On March 17, the council repealed the ordinance unanimously. But the investigation into the law led to another discovery: It was actually a duplication of a provision in the state’s criminal code. Pennsylvania currently has an identical anti-LGBTQ law on the books.
And now, township officials and community members are calling on the state to act.
Wentz has begun reaching out to local and statewide LGBTQ groups like Pride at Work.
“And they’ve connected me with another group who’s working on getting rid of bias in local and statewide laws and so forth. And so they’re adding this issue to their list of things that they’re going to be looking into,” Wentz said.
Because Pennsylvania is a microcosm of the nation’s increasing polarization, some officials expressed cautious optimism about their ability to succeed.
“I think it’s probably going to be a little bit more difficult, but not impossible. Upper Darby has set a precedent in a lot of things,” Councilwoman Michelle Billups said.
Although Warsavage is busy planning for Upper Darby’s first Pride celebration to take place at some point this year, he wants the state legislators who represent the area to hear the cries of the LGBTQ community.

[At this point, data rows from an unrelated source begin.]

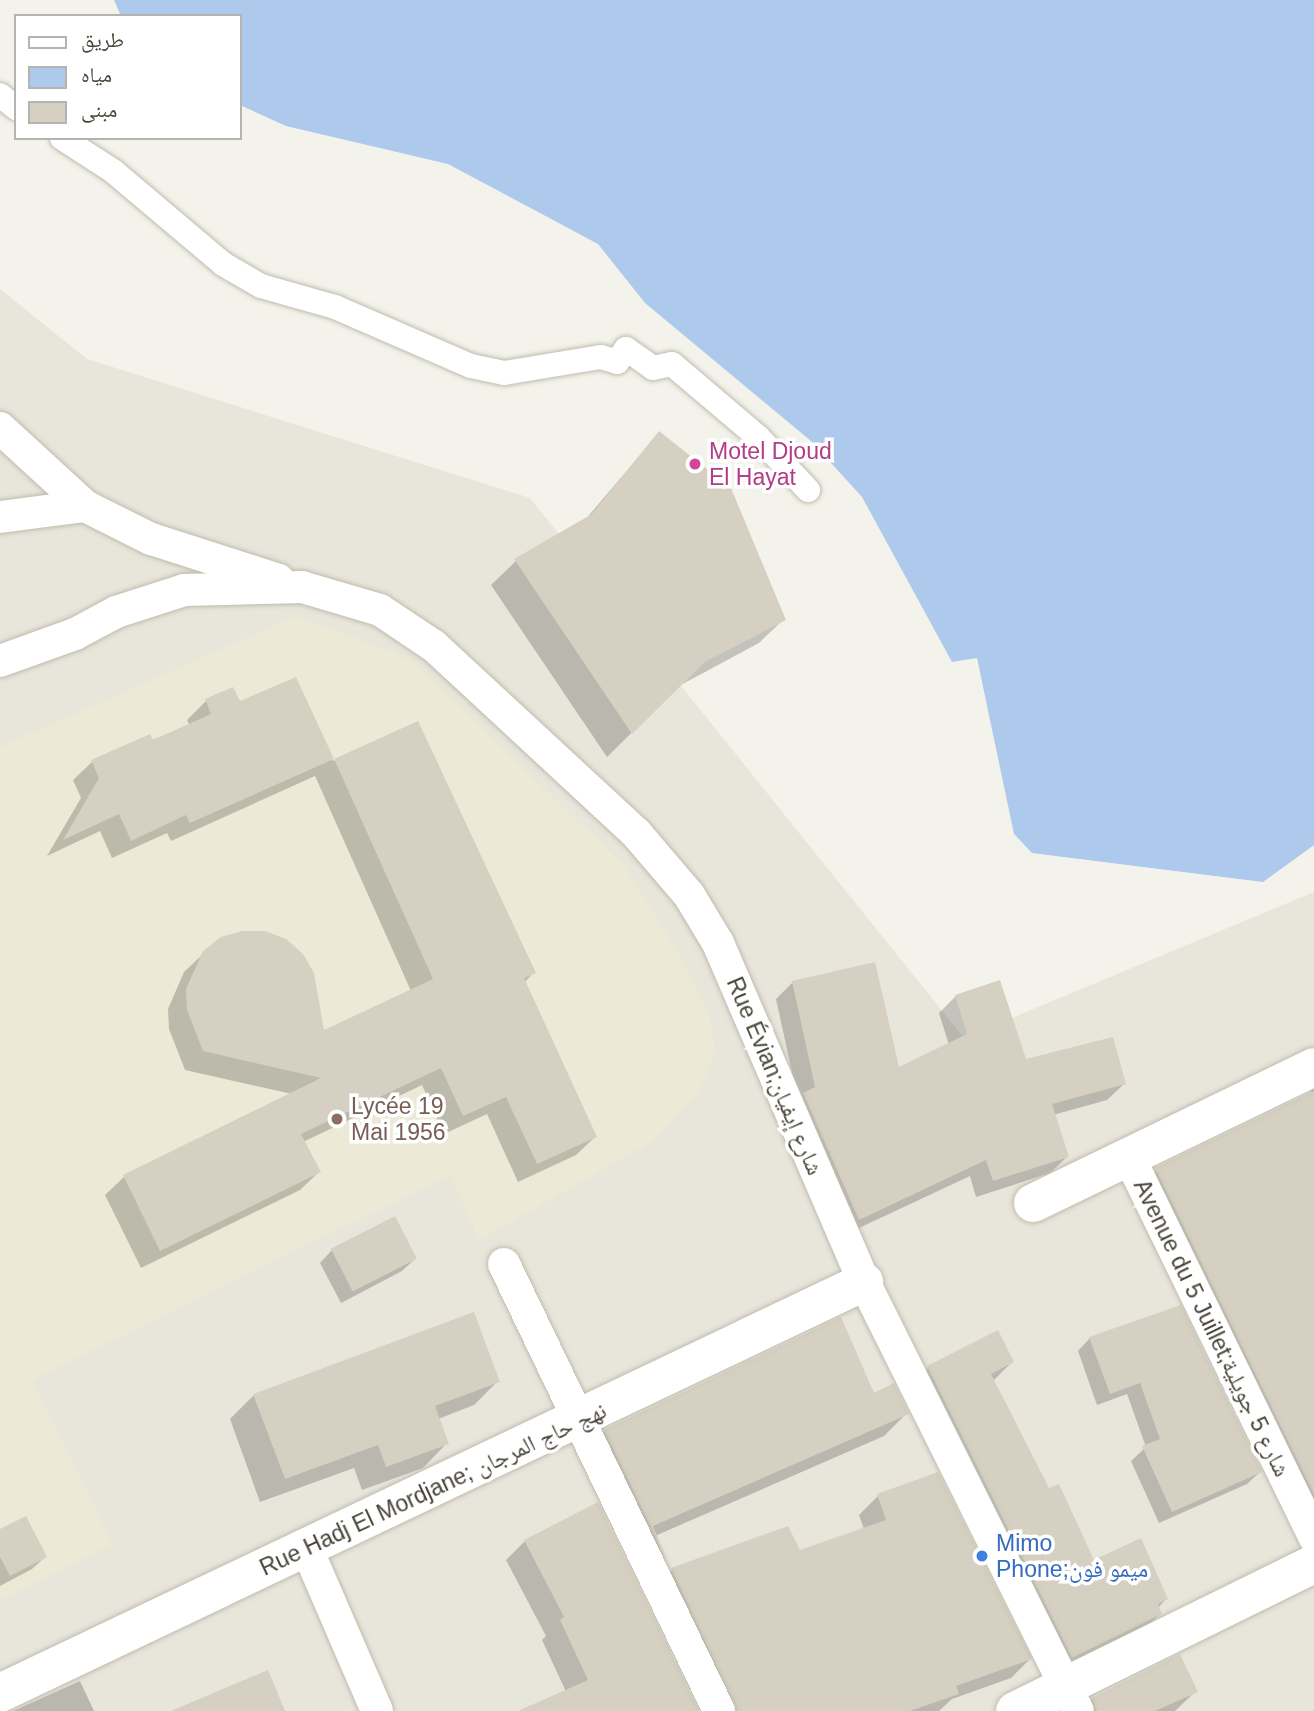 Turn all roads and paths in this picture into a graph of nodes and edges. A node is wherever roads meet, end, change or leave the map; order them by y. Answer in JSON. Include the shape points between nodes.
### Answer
{"nodes":[{"id":1,"x":0,"y":95,"type":"edge"},
{"id":2,"x":14,"y":106,"type":"edge"},
{"id":3,"x":65,"y":140,"type":"edge"},
{"id":4,"x":0,"y":428,"type":"edge"},
{"id":5,"x":808,"y":490,"type":"dead end"},
{"id":6,"x":85,"y":506,"type":"junction"},
{"id":7,"x":0,"y":517,"type":"edge"},
{"id":8,"x":302,"y":587,"type":"junction"},
{"id":9,"x":0,"y":661,"type":"edge"},
{"id":10,"x":1314,"y":1067,"type":"edge"},
{"id":11,"x":1129,"y":1157,"type":"junction"},
{"id":12,"x":1033,"y":1203,"type":"dead end"},
{"id":13,"x":504,"y":1264,"type":"dead end"},
{"id":14,"x":864,"y":1282,"type":"junction"},
{"id":15,"x":579,"y":1420,"type":"junction"},
{"id":16,"x":1314,"y":1537,"type":"edge"},
{"id":17,"x":307,"y":1549,"type":"junction"},
{"id":18,"x":1314,"y":1564,"type":"edge"},
{"id":19,"x":0,"y":1693,"type":"edge"},
{"id":20,"x":1072,"y":1699,"type":"edge"},
{"id":21,"x":377,"y":1711,"type":"edge"},
{"id":22,"x":719,"y":1711,"type":"edge"},
{"id":23,"x":1015,"y":1711,"type":"edge"}],
"edges":[{"from":1,"to":2,"type":"street"},
{"from":3,"to":5,"type":"street","via":[[113,171],[223,264],[261,286],[335,307],[471,366],[504,373],[601,357],[617,362],[626,349],[653,368],[672,364],[758,437]]},
{"from":4,"to":6,"type":"street","name":"Rue Évian;شارع إيفيان"},
{"from":6,"to":7,"type":"street"},
{"from":6,"to":8,"type":"street","name":"Rue Évian;شارع إيفيان","via":[[151,539]]},
{"from":8,"to":9,"type":"street","name":"Rue Évian;شارع إيفيان","via":[[184,590],[116,612],[75,634]]},
{"from":8,"to":14,"type":"street","name":"Rue Évian;شارع إيفيان","via":[[380,610],[434,646],[636,833],[689,895],[718,943]]},
{"from":10,"to":11,"type":"street"},
{"from":11,"to":12,"type":"street"},
{"from":11,"to":16,"type":"street","name":"Avenue du 5 Juillet;شارع 5 جويلية"},
{"from":13,"to":15,"type":"street"},
{"from":14,"to":15,"type":"street","name":"Rue Hadj El Mordjane; نهج حاج المرجان"},
{"from":14,"to":20,"type":"street","name":"Rue Évian;شارع إيفيان"},
{"from":15,"to":17,"type":"street","name":"Rue Hadj El Mordjane; نهج حاج المرجان"},
{"from":15,"to":22,"type":"street"},
{"from":17,"to":19,"type":"street","name":"Rue Hadj El Mordjane; نهج حاج المرجان"},
{"from":17,"to":21,"type":"street"},
{"from":18,"to":20,"type":"street"},
{"from":20,"to":23,"type":"street"}]} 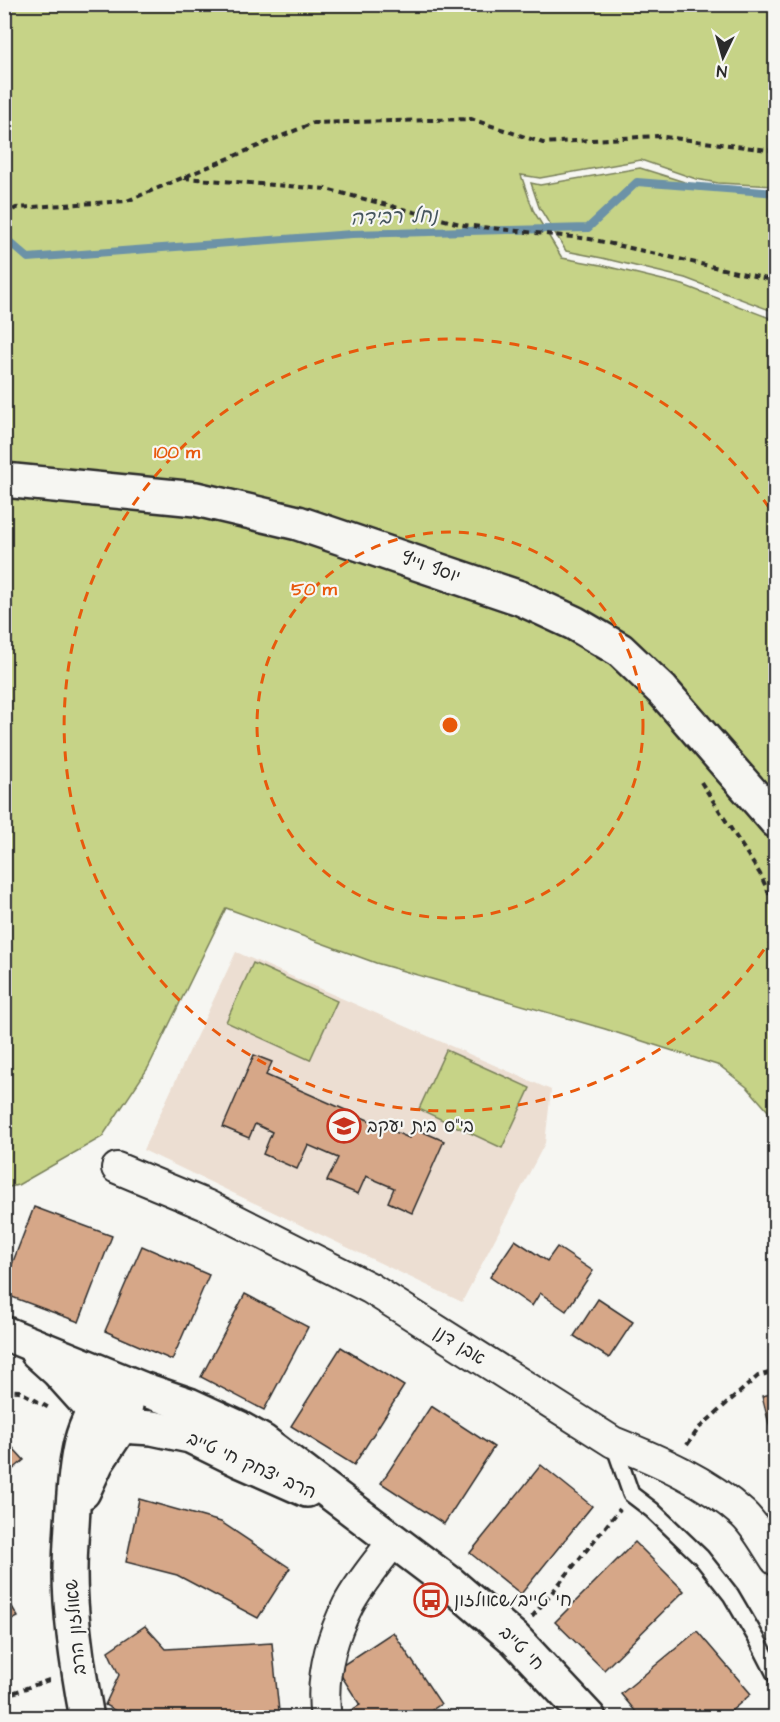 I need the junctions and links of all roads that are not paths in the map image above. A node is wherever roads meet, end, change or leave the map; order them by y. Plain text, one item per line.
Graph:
1 (4, 480) edge
2 (776, 821) edge
3 (117, 1168) dead end
4 (12, 1336) edge
5 (125, 1383) junction
6 (107, 1418) junction
7 (613, 1442) junction
8 (346, 1506) junction
9 (394, 1540) junction
10 (776, 1560) edge
11 (776, 1676) edge
12 (87, 1718) edge
13 (326, 1718) edge
14 (589, 1718) edge

1 - 2 street, יוסף וייץ
3 - 7 street, אבן דנן
4 - 5 street, הרב יצחק חי טייב
4 - 6 street
5 - 6 street, שאולזון הרב
5 - 8 street, הרב יצחק חי טייב
6 - 8 street, הרב יצחק חי טייב
6 - 12 street, שאולזון הרב
7 - 10 street, אבן דנן
7 - 11 lane
8 - 9 street, הרב יצחק חי טייב
9 - 13 street
9 - 14 street, חי טייב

“And one of these cries right now is to address this law. There is no gray area, there is no wait-and-see approach. There is no, ‘We have to research this more.’ There is no, ‘Let’s do a listening tour.’ We’re telling you, I am telling you, Rep. [Mike] Zabel, Rep. [Margo] Davidson, Sen. [Timothy] Kearney — this law sucks,” Warsavage said.
Mayor Keffer signaled that her office is in contact with the three Democratic lawmakers and is having “discussions” about a plan to move forward.